Skillion verandah at rear (main facade to north). Has a rare insurance plaque above top middle window on north facade.
Detached rear single storey sandstone kitchen / servants' quarters (was probably Hooper's original c. 1847 cottage, later converted once he built his 1848 vernacular Georgian house). Open courtyard between.

=== Modifications and dates ===
- 1860s Orange Street renamed Gilderthorpe Avenue
- c. 1860 the name Figtree Avenue first appears on a map.
- c. 1868 Northern verandah fell off c. 1968 and was rebuilt 1980.
- 1889 Water Board map shows:
  - kitchen and main house separate
  - kitchen has bread oven extension (North side, towards house)

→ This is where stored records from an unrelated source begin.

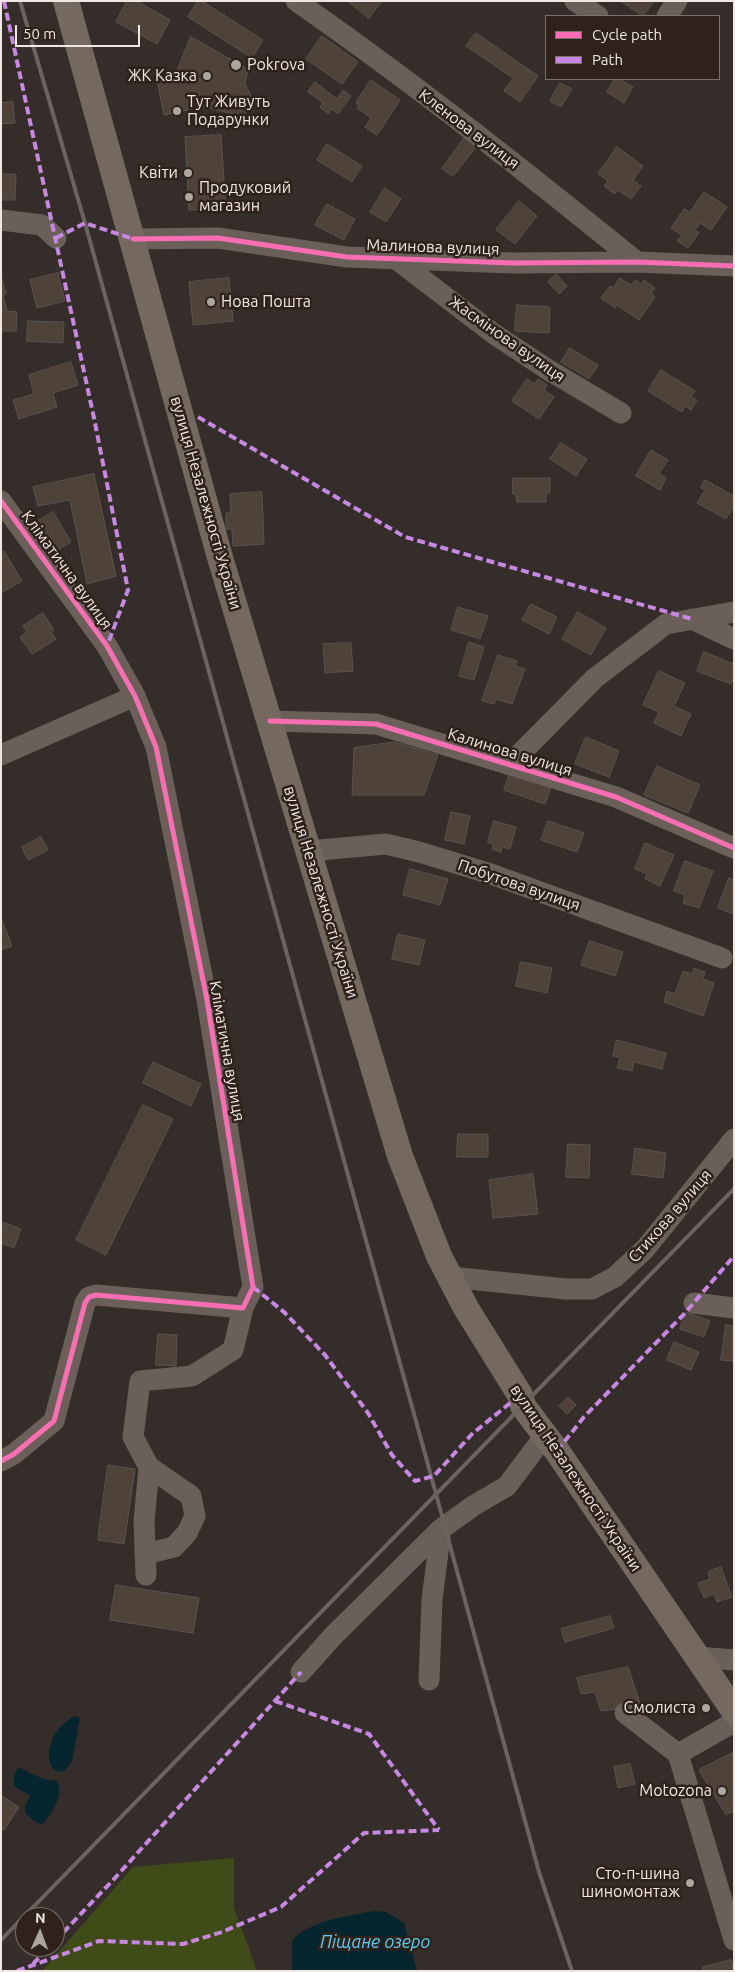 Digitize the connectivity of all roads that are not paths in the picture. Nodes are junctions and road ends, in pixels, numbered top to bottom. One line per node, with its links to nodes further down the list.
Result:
1 (66, 1): 9 (main road, вулиця Незалежності України)
2 (296, 1): 11 (street, Кленова вулиця)
3 (575, 1): 5 (street)
4 (677, 1): 6 (street)
5 (596, 15)
6 (669, 15)
7 (1, 220): 8 (street)
8 (56, 238)
9 (133, 239): 10 (street, Малинова вулиця); 19 (main road, вулиця Незалежності України)
10 (396, 259): 11 (street, Малинова вулиця); 13 (street, Жасмінова вулиця)
11 (637, 262): 12 (street, Малинова вулиця)
12 (734, 266)
13 (621, 413)
14 (1, 501): 18 (street, Кліматична вулиця)
15 (734, 612): 16 (street)
16 (692, 619): 17 (street); 21 (street)
17 (734, 639)
18 (135, 696): 20 (street); 28 (street, Кліматична вулиця)
19 (270, 722): 21 (street, Калинова вулиця); 23 (main road, вулиця Незалежності України)
20 (1, 755)
21 (509, 765): 22 (street, Калинова вулиця)
22 (734, 848)
23 (309, 851): 24 (street, Побутова вулиця); 26 (main road, вулиця Незалежності України)
24 (722, 958)
25 (734, 1139): 26 (street, Стикова вулиця)
26 (450, 1277): 30 (main road, вулиця Незалежності України)
27 (694, 1303): 29 (street)
28 (243, 1308): 31 (street); 32 (street, Кліматична вулиця)
29 (734, 1308)
30 (546, 1434): 33 (street); 36 (main road, вулиця Незалежності України)
31 (1, 1461)
32 (149, 1467): 34 (street); 34 (street)
33 (441, 1529): 38 (street); 39 (street)
34 (145, 1554): 35 (street)
35 (146, 1576)
36 (698, 1657): 37 (street); 40 (main road, вулиця Незалежності України)
37 (734, 1660)
38 (301, 1672)
39 (429, 1680)
40 (734, 1711)
41 (625, 1713): 43 (street)
42 (734, 1722): 43 (street)
43 (678, 1754): 44 (street)
44 (734, 1940)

  - outside WC in NW corner of property
  - No verandah on kitchen
- 1994 Works completed by mid 1994: (cost $45,000; 30,000 provided as low interest loan by NSW Heritage Assistance Program).

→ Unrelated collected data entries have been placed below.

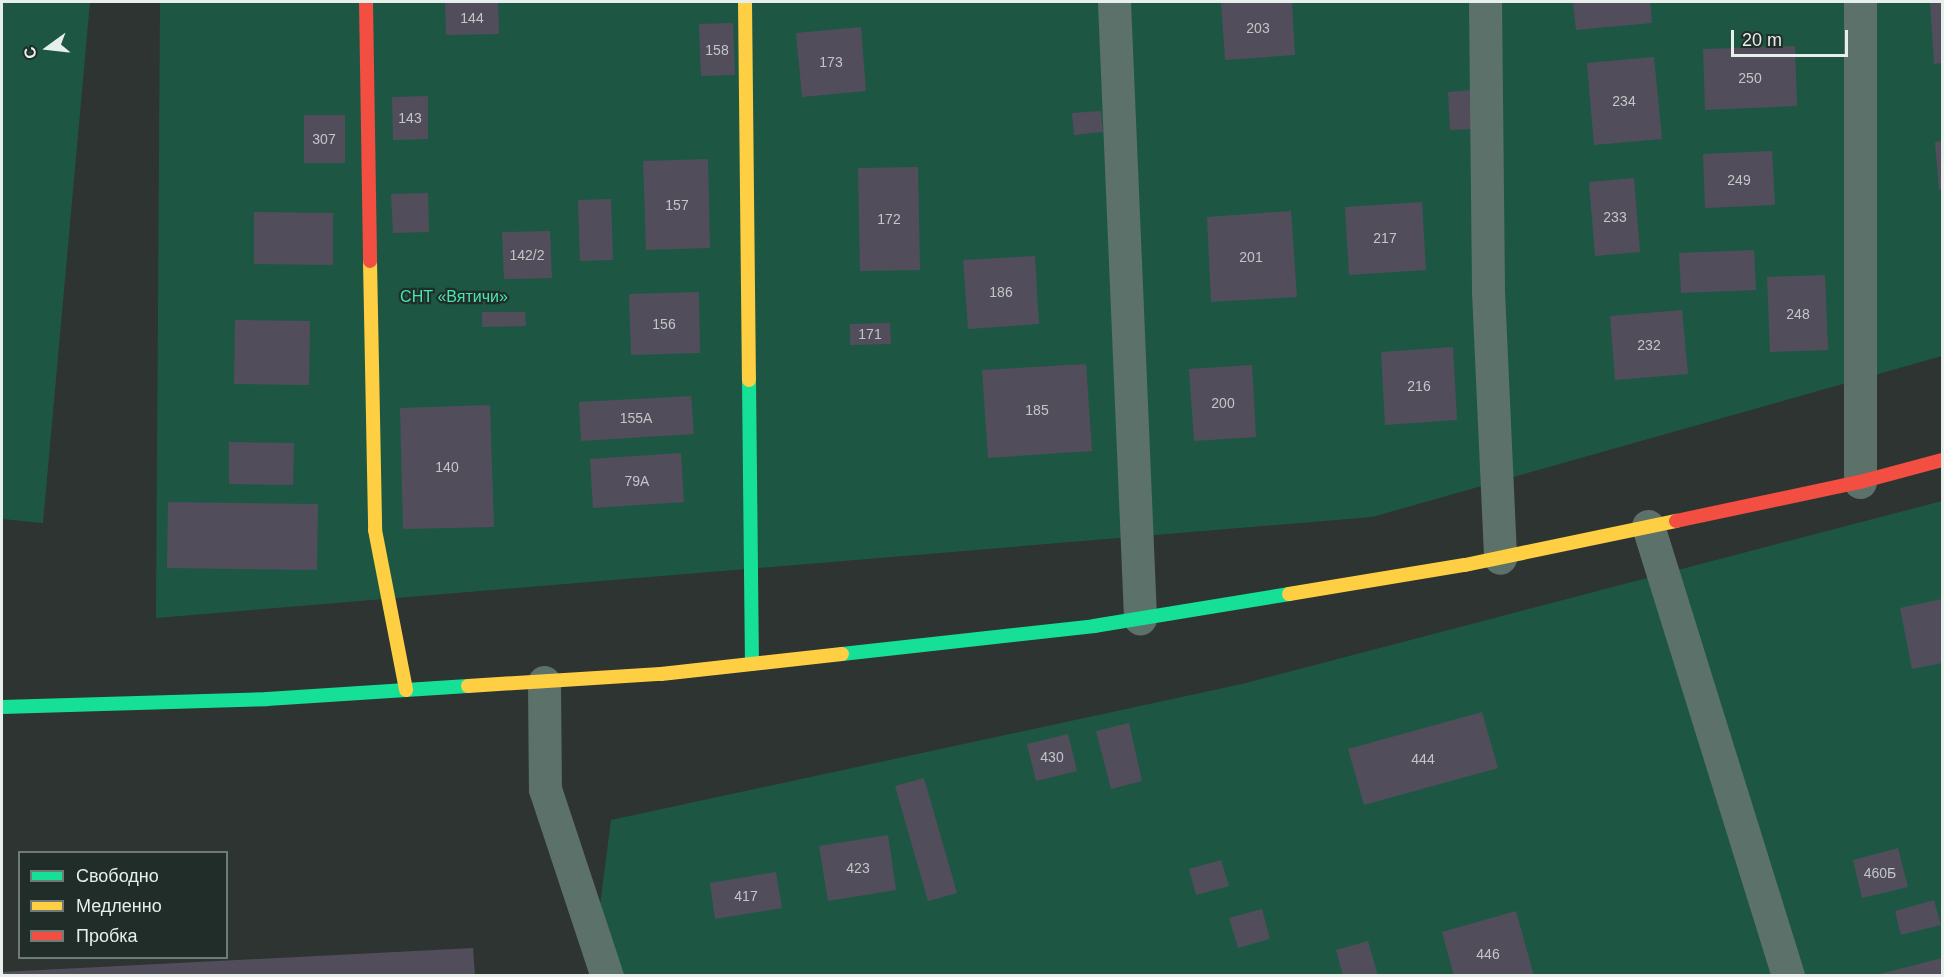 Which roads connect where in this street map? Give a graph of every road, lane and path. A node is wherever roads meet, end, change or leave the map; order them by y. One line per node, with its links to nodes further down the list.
1 (366, 2): 13 (main road)
2 (745, 2): 11 (main road)
3 (1114, 2): 10 (street)
4 (1485, 2): 9 (street)
5 (1860, 2): 7 (street)
6 (1942, 460): 7 (main road)
7 (1860, 482): 8 (main road)
8 (1648, 526): 9 (main road); 16 (street)
9 (1500, 558): 10 (main road)
10 (1140, 618): 11 (main road)
11 (752, 664): 12 (main road)
12 (544, 682): 13 (main road); 15 (street)
13 (406, 690): 14 (main road)
14 (2, 706)
15 (607, 975)
16 (1788, 975)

  - Kitchen verandah rebuilt and extended along the full length of the western kitchen wall. Roofs replaced, gutters, downpipes, stormater system installed to minimise rising damp problem. Plumbing in bathroom and kitchen replaced, bathroom window installed to match original kitchen window.
  - Kitchen: removed old defective existing structure, built brick pier foundations, timber posts, timber roof structure to detail of original verandah, new c/iron roof, galv.steel traditional downpipe and gutter.

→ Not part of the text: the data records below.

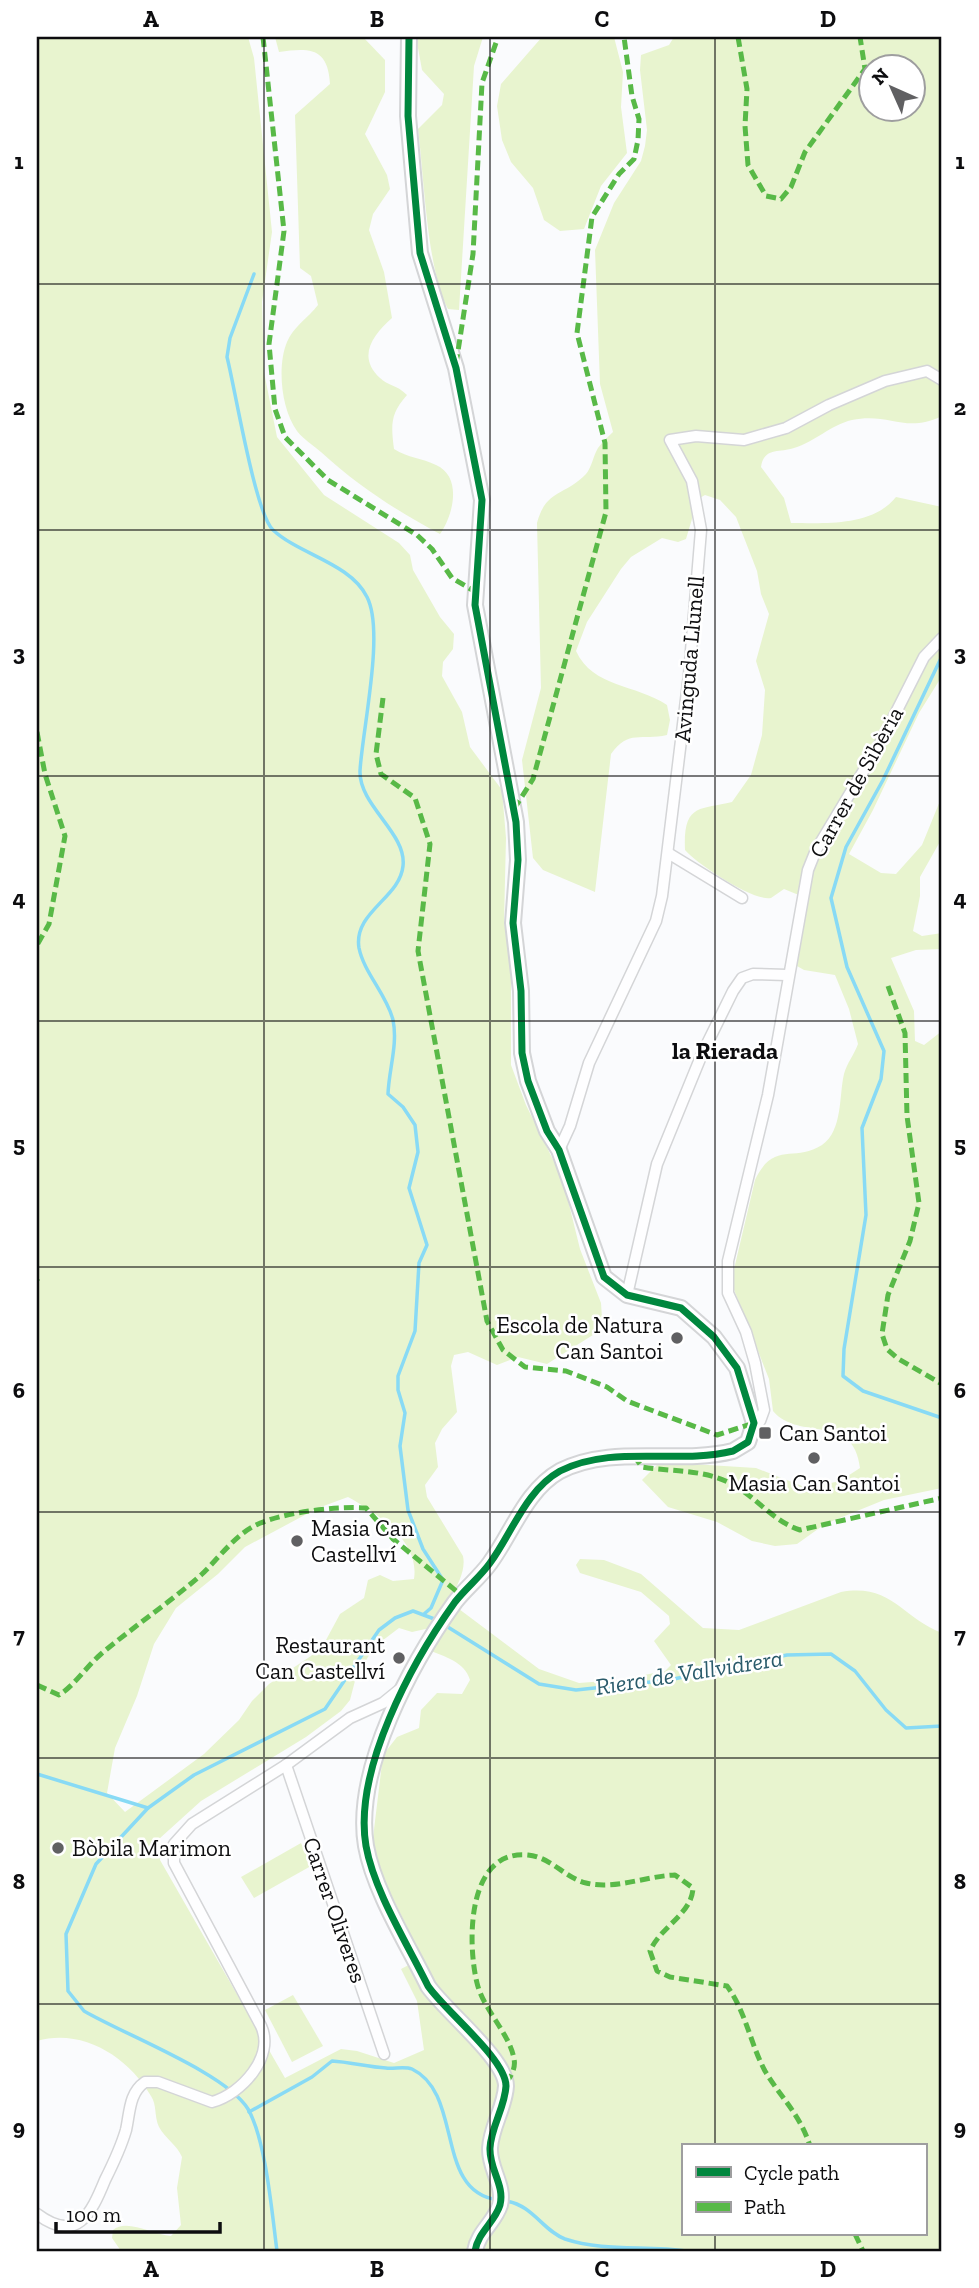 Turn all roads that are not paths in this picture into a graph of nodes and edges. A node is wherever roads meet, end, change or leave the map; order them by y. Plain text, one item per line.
1 (409, 37) edge
2 (942, 380) edge
3 (942, 638) edge
4 (668, 853) junction
5 (742, 898) dead end
6 (788, 975) junction
7 (559, 1150) junction
8 (627, 1295) junction
9 (754, 1423) junction
10 (404, 1684) junction
11 (375, 1707) junction
12 (361, 1712) junction
13 (390, 1718) junction
14 (286, 1765) junction
15 (384, 2054) dead end
16 (37, 2214) edge
17 (475, 2251) edge

1 - 7 street
2 - 4 street, Avinguda Llunell
3 - 6 street, Carrer de Sibèria
4 - 5 street
4 - 7 street, Avinguda Llunell
6 - 8 street
6 - 9 street, Carrer de Sibèria
7 - 8 street
8 - 9 street
9 - 10 street
10 - 11 street
10 - 13 street
11 - 12 street
11 - 13 street
12 - 13 street
12 - 14 street
13 - 17 street
14 - 15 street, Carrer Oliveres
14 - 16 street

  - Kitchen roof: removed old defective existing roofing, built timber fascia boards, internal timber lining, insulation foil, gal.c/iron roof sheeting, three clear corrugated sheets for skylights, gal. steel box gutter for link roof between two buildings, gal. steel traditional gutters and downpipe, lead flashing around chimney.
  - Main house roof: removed old defective roofing material, original shingles still under roofing iron, existing batons badly termite affected. Shingles removed to replace batons. Built timber fascia boards, batons, aluminium insulation foil, gal. c/iron sheeting, gal. steel gutters and downpipes, lead flashings around chimneys.
  - Bathroom – kitchen – stone work.
  - Replaced 6 badly eroded sandstone blocks next to door to kitchen, built stone window sill for bathroom window, stone fill to narrow down window to match original kitchen window.

== Heritage listing ==
As at 14 September 2011, Hooper Cottage has historic significance as the second-oldest building remaining, the oldest farmhouse building and the only remaining building illustrative of working class cottages in the Randwick Municipal Area in what was once a rural setting. Hooper Cottage has the ability to demonstrate a way of life in early Randwick and Sydney through its role in housing market gardeners who supplied the city's markets.

The cottage has social significance for its ability to illustrate 19th century lifestyles and perceptions. The contrasts in scale and finishes between the kitchen area to the rear (which may have been servant's quarters) and the vernacular Georgian house market gardener George Hooper built illustrate perceptions of social status in the 19th century. Architecturally and aesthetically significant as an increasingly rare sandstone worker's cottage which was converted to servant's quarters/kitchen block, and an intact example of vernacular Georgian domestic architecture.

Hooper Cottage was listed on the New South Wales State Heritage Register on 2 April 1999.